I have 8 experimental datasets, 24 data points in each, which I compared using ANOVA followed by post hoc Tukey's HSD, using R. They are OK for the ANOVA assumptions. I found significant differences at 0.01 level between two of the groups and everything else, nothing else was significant.

But if I remove the two significantly different datasets and do the same analysis on the other 6, there are significant differences between them, and not marginal ones, p <0.01.

Is this OK or does it mean I did something wrong in my script? I can see that more groups will mean that there is more caution in deciding differences are significant, but this seems a big jump and I thought ANOVA was designed to allow for the numbers of groups.

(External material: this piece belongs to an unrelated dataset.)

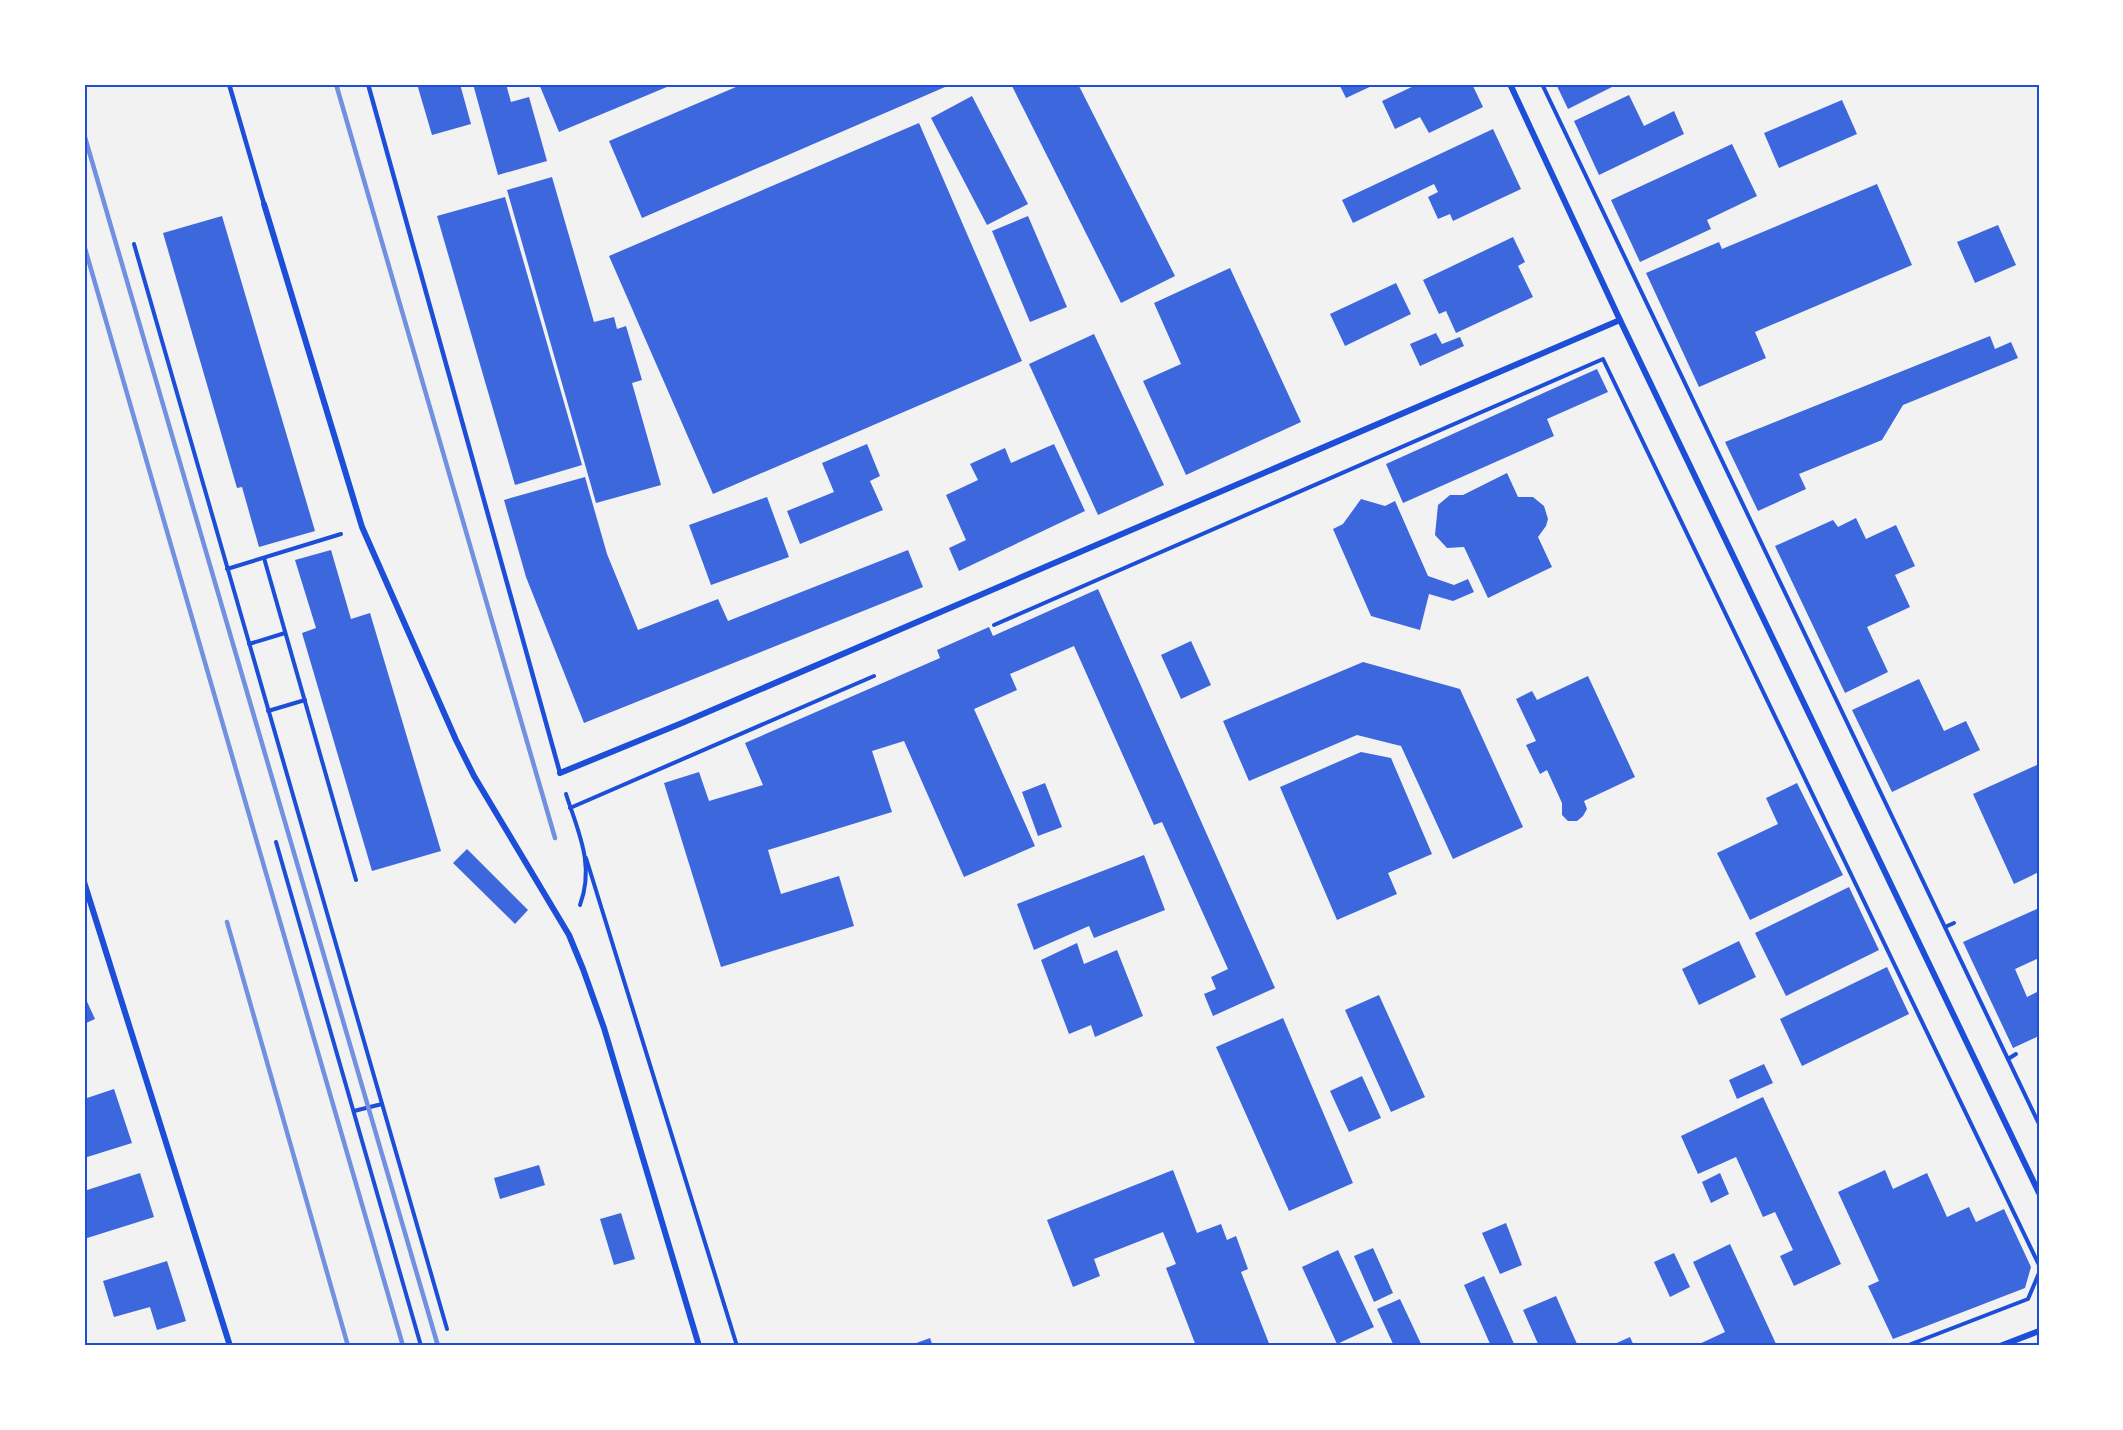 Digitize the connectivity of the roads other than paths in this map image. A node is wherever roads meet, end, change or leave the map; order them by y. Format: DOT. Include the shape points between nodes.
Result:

This is the bit of the script

strain.aov = aov(abs ~ strain,data=df)
strain.tukey = TukeyHSD(strain.aov)

and df has either 8 or 6 sets of 24 readings of absorbance for each strain.

Thanks for any advice. I am not trying to break up my data any old way to get significance, I am wondering why this happens and whether I misunderstood something.


TS Contributor
Tukey's HSD reduces the individual alpha risk in order to control the family alpha risk. This is dependent on the number of individual comparisons. By removing some comparisons, the allowable individual alpha is increased.
Thank you,

I tried the pairwise.t.test with and without a Bonferroni correction, and the values were very different, I guess the number of groups makes more difference than I expected.

But doesn't that mean that if you have a lot of groups you will miss real differences just because of the analysis?